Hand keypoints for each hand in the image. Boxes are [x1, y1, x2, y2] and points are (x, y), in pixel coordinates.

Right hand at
------------------------------------------------
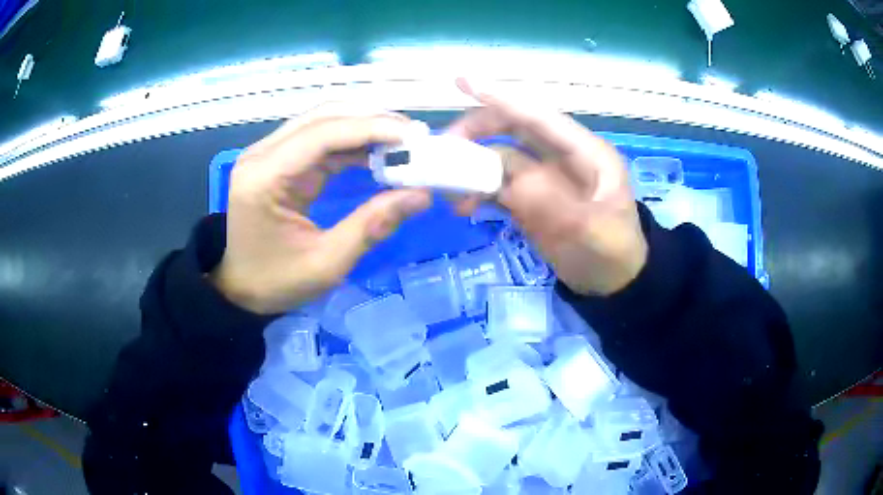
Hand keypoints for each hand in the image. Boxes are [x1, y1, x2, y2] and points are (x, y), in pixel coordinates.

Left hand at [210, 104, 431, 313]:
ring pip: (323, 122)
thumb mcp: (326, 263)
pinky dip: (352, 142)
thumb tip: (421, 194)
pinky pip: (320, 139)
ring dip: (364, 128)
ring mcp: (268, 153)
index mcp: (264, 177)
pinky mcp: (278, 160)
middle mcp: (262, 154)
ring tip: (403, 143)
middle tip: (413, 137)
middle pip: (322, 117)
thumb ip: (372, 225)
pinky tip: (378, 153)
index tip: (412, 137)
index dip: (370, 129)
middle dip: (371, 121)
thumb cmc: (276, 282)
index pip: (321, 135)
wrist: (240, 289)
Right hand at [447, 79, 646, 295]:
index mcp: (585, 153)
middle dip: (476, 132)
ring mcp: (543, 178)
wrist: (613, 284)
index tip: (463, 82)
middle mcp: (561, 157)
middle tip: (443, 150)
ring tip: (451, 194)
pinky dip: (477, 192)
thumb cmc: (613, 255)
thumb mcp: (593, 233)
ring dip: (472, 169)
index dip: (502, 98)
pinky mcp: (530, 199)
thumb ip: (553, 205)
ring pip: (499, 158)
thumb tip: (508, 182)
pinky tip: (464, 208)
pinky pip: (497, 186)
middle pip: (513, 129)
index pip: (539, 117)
------------------------------------------------
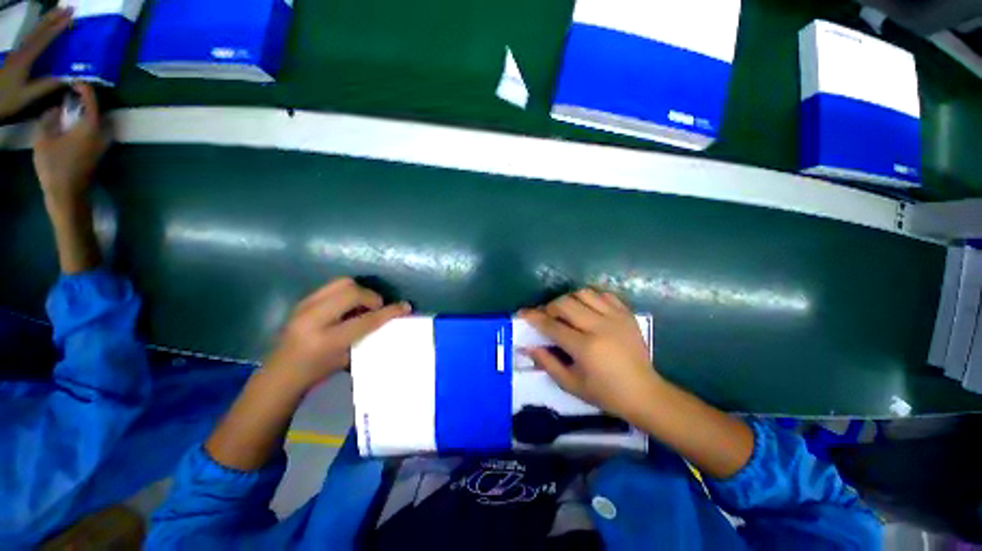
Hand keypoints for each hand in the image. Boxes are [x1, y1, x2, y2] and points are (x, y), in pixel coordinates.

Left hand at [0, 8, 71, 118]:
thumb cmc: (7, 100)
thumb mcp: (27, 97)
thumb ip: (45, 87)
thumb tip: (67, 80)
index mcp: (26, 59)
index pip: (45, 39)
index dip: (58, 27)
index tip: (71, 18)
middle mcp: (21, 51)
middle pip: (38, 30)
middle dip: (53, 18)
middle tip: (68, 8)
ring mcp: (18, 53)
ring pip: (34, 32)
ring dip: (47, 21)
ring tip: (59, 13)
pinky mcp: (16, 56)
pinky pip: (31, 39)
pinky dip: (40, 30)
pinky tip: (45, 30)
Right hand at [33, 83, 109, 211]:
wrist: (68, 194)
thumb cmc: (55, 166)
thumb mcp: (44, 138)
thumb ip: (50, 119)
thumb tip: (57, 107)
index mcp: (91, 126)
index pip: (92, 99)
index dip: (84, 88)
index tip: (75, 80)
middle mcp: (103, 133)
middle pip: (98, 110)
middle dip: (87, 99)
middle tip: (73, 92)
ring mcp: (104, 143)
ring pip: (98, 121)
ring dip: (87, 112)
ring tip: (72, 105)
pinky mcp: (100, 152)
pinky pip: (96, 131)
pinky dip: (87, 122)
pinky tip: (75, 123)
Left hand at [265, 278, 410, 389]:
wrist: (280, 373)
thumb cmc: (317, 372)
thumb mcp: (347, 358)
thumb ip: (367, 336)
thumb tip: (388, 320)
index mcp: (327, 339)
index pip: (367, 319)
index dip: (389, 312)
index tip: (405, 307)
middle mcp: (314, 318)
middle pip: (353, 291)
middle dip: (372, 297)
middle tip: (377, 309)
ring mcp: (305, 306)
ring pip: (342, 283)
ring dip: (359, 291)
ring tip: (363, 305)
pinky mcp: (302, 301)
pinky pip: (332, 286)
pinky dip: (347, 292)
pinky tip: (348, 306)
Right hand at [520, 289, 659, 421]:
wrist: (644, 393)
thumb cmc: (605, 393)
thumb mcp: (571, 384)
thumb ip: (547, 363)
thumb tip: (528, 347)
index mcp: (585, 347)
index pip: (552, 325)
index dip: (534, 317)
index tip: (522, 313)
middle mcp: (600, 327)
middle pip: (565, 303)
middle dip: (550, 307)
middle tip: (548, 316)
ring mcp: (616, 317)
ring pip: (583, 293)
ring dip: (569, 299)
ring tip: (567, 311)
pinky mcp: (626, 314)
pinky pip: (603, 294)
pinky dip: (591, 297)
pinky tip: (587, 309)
------------------------------------------------
(TASK TO COMPLETE): Write out exactly the lines above between the line with "index tip: (71, 18)" and the line with "pinky dip: (87, 122)", inclusive, and nothing beyond them.

(REPLY):
index tip: (71, 18)
middle mcp: (21, 51)
middle pip: (38, 30)
middle dip: (53, 18)
middle tip: (68, 8)
ring mcp: (18, 53)
ring pip: (34, 32)
ring dip: (47, 21)
ring tip: (59, 13)
pinky mcp: (16, 56)
pinky pip: (31, 39)
pinky dip: (40, 30)
pinky tip: (45, 30)
Right hand at [33, 83, 109, 211]:
wrist: (68, 194)
thumb cmc: (55, 166)
thumb mcp: (44, 138)
thumb ip: (50, 119)
thumb tip: (57, 107)
index mcp: (91, 126)
index pip: (92, 99)
index dip: (84, 88)
index tip: (75, 80)
middle mcp: (103, 133)
middle pip: (98, 110)
middle dip: (87, 99)
middle tip: (73, 92)
ring mcp: (104, 143)
ring pip: (98, 121)
ring dip: (87, 112)
ring tip: (72, 105)
pinky mcp: (100, 152)
pinky pip: (96, 131)
pinky dip: (87, 122)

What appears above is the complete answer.